TASK INSTRUCTIONS —
Reply with one number: the count of lines in the data that hold the string "image".

(EXERCISE INPUT Opens)

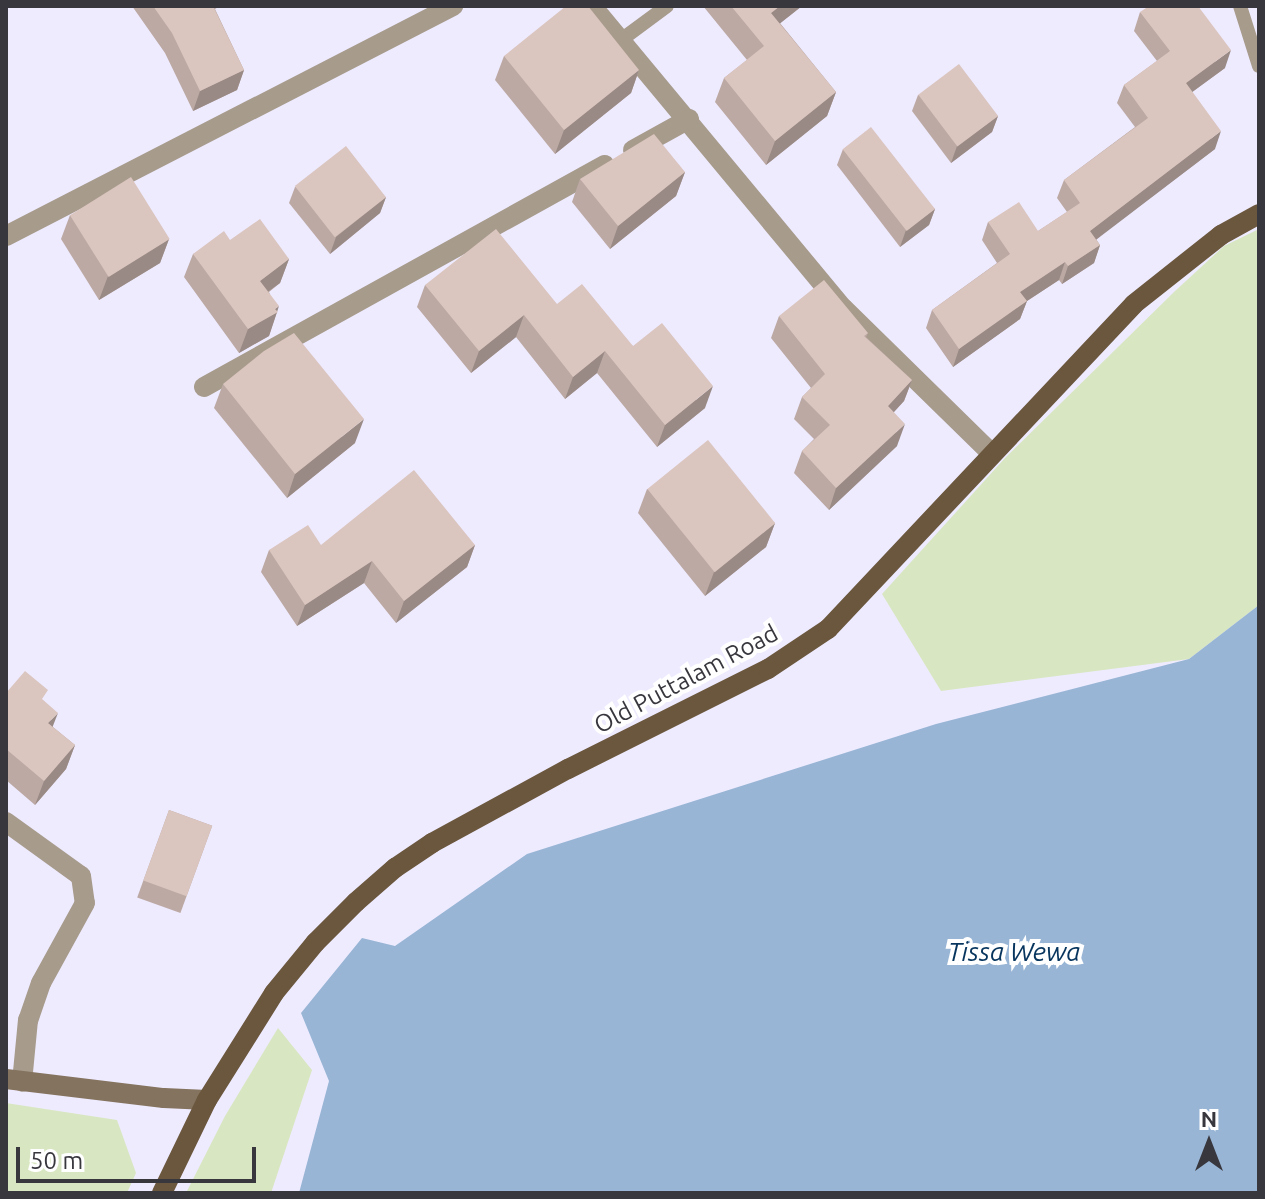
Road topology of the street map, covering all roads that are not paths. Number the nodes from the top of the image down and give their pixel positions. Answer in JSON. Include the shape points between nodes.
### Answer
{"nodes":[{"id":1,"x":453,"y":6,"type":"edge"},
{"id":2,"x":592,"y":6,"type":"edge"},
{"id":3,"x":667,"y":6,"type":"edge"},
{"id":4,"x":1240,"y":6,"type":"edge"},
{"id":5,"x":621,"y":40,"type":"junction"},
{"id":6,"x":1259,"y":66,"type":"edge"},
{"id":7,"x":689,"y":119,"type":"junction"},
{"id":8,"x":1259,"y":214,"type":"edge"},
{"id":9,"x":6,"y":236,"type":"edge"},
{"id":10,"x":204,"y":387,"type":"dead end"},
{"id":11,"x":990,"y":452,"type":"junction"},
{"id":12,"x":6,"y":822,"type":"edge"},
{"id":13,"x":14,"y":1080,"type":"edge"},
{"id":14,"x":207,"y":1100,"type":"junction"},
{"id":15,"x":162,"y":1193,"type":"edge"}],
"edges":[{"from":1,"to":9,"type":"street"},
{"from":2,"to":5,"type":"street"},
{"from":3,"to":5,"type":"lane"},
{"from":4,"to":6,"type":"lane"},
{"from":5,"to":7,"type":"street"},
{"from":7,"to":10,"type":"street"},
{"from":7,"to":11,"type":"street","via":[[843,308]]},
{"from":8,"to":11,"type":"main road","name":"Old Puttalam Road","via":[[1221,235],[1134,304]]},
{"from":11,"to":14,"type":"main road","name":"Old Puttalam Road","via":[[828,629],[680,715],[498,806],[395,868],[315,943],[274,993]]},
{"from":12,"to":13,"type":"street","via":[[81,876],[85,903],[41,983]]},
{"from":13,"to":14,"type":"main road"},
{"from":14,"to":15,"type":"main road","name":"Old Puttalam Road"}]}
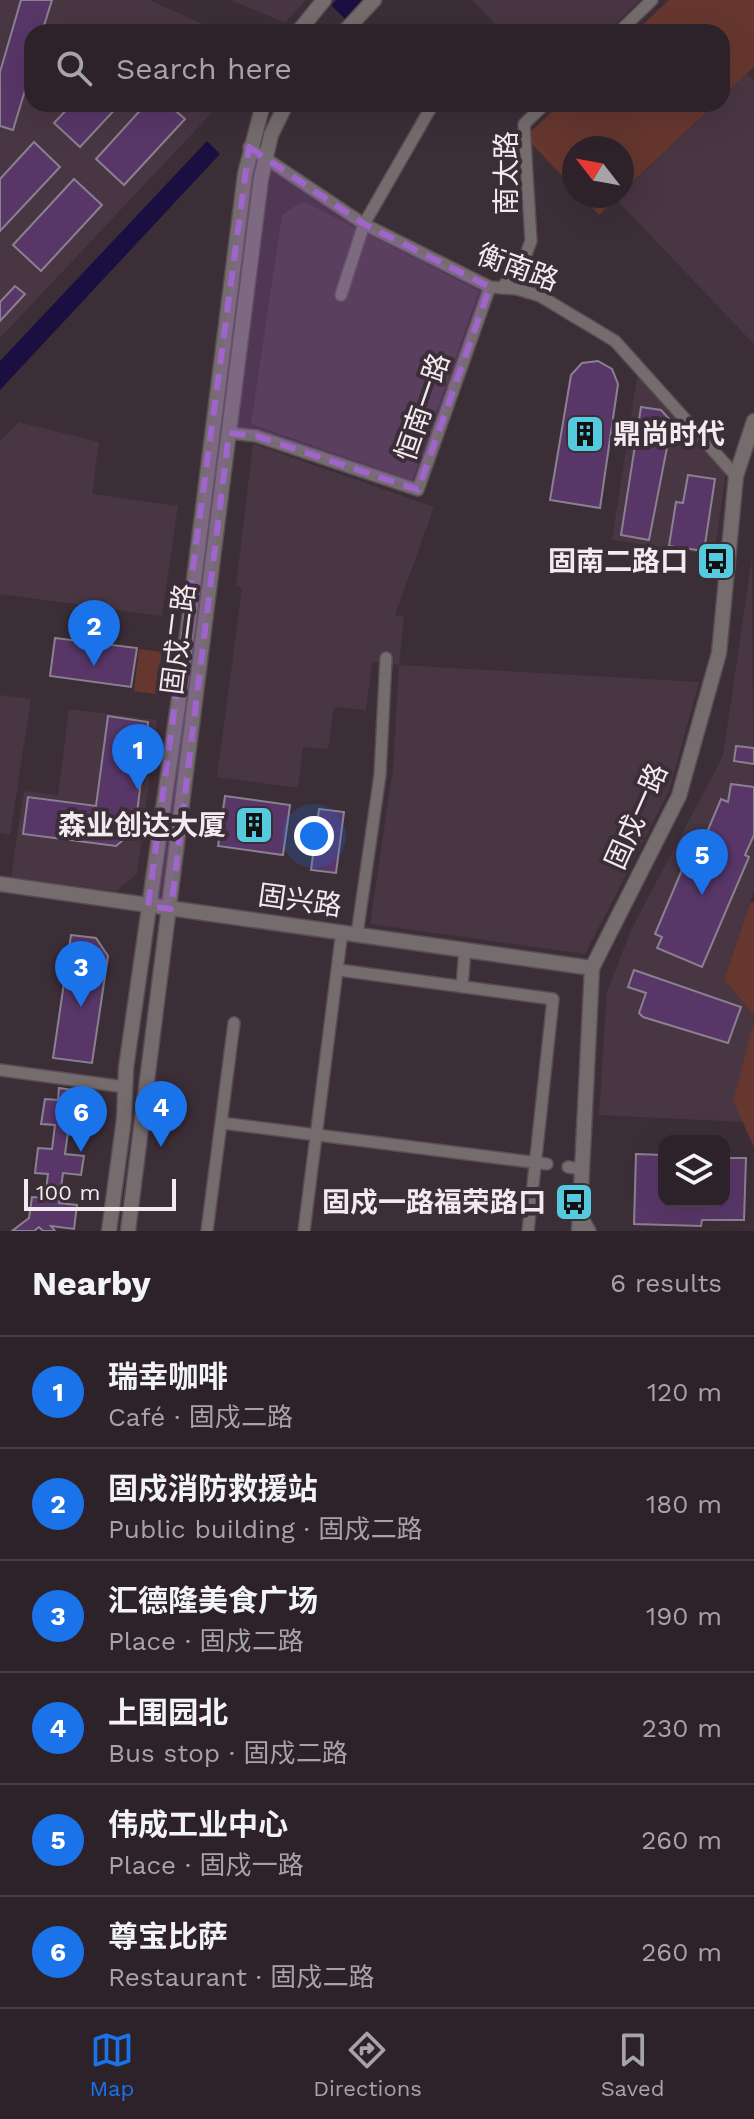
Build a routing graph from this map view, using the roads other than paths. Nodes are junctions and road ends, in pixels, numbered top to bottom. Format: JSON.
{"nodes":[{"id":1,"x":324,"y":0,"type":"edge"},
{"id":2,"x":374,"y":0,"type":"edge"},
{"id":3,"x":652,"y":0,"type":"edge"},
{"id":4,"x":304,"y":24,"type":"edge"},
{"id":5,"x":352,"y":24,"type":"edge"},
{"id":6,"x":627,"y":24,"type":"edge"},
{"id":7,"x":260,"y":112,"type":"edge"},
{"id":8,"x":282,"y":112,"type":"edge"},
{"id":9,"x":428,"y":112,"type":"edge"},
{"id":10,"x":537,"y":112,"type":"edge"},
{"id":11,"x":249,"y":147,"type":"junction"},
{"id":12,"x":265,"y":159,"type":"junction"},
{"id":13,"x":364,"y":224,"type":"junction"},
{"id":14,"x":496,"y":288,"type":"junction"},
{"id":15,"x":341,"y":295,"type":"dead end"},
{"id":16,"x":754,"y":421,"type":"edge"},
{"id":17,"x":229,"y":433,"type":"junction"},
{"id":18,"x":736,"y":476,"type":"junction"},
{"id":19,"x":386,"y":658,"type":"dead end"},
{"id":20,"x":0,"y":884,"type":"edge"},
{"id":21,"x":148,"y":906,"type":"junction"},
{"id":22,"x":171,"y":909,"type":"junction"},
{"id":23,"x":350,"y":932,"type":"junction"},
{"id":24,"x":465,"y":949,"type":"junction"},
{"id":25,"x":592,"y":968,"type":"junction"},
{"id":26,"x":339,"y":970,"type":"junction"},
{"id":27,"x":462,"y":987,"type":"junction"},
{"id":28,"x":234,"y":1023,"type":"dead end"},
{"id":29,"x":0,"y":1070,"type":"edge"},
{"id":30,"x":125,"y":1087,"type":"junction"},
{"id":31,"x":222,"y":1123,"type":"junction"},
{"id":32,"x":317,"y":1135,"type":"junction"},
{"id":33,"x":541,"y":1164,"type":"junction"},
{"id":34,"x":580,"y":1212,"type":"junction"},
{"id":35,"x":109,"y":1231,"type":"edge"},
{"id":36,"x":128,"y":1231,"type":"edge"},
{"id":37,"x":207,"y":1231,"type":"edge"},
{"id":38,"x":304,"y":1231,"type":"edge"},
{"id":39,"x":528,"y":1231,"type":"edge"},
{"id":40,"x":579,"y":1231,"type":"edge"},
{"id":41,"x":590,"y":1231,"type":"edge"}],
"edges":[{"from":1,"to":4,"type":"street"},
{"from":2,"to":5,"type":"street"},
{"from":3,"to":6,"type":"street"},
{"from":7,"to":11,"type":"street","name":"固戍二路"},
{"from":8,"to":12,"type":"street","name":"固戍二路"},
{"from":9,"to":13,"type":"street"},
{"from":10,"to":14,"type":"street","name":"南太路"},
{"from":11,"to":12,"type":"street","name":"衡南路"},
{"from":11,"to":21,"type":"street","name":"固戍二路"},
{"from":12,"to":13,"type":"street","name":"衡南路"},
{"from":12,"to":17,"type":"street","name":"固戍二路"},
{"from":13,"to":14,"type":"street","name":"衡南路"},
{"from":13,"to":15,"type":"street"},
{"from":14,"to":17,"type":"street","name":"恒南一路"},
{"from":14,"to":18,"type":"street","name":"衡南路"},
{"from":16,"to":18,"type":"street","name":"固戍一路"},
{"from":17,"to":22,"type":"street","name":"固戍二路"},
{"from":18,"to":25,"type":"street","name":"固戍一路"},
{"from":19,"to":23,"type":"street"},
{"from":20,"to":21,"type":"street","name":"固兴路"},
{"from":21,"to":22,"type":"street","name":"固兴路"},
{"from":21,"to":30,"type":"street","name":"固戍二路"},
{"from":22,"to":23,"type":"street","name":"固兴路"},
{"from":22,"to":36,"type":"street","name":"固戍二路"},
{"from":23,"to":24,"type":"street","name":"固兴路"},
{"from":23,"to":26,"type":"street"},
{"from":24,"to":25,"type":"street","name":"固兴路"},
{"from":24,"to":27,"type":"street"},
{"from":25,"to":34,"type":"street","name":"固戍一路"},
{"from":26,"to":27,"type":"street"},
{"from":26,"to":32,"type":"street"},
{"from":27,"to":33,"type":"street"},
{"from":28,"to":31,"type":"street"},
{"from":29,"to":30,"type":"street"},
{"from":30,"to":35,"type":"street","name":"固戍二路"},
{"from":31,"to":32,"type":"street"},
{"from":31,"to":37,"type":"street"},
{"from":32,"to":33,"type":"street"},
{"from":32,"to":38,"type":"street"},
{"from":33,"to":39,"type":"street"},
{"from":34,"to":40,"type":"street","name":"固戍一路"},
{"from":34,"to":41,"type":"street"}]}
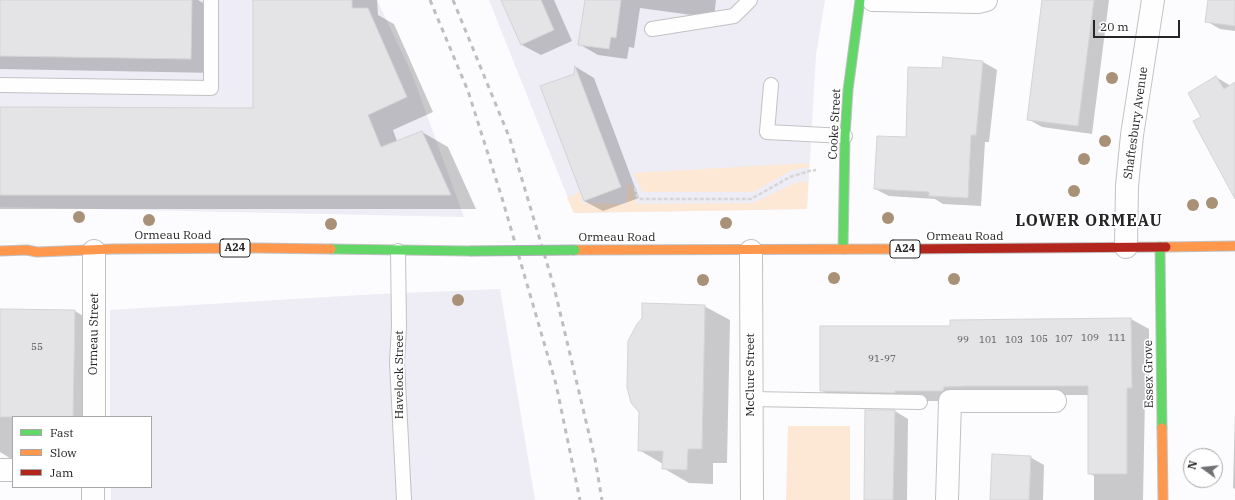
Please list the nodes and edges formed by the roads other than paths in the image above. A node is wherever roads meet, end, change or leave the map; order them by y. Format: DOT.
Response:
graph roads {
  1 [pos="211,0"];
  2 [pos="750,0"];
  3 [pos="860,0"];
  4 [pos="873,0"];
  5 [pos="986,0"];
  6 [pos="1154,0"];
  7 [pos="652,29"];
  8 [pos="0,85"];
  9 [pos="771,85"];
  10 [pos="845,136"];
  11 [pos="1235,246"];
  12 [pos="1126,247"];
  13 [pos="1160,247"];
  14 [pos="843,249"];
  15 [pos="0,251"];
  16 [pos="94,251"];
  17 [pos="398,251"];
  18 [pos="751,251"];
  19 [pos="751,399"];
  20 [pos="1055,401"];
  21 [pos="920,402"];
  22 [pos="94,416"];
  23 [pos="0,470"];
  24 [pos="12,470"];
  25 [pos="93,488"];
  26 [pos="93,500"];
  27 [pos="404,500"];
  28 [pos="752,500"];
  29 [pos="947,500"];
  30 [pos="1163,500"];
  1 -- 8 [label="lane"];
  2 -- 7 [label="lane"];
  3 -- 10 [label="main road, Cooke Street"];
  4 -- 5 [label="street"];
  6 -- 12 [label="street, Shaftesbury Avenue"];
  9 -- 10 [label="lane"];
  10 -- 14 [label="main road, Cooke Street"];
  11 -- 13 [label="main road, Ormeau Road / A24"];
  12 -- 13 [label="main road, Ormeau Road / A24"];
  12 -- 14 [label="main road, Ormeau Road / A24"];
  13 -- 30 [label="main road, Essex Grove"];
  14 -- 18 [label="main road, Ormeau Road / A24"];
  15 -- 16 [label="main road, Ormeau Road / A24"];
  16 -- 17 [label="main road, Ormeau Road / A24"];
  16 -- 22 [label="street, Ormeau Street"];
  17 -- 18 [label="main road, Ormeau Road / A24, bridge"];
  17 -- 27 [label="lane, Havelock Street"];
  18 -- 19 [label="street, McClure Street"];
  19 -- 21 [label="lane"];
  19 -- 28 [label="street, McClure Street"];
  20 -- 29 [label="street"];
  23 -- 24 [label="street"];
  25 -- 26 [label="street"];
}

(EXERCISE INPUT Closes)

ANSWER SECTION —
2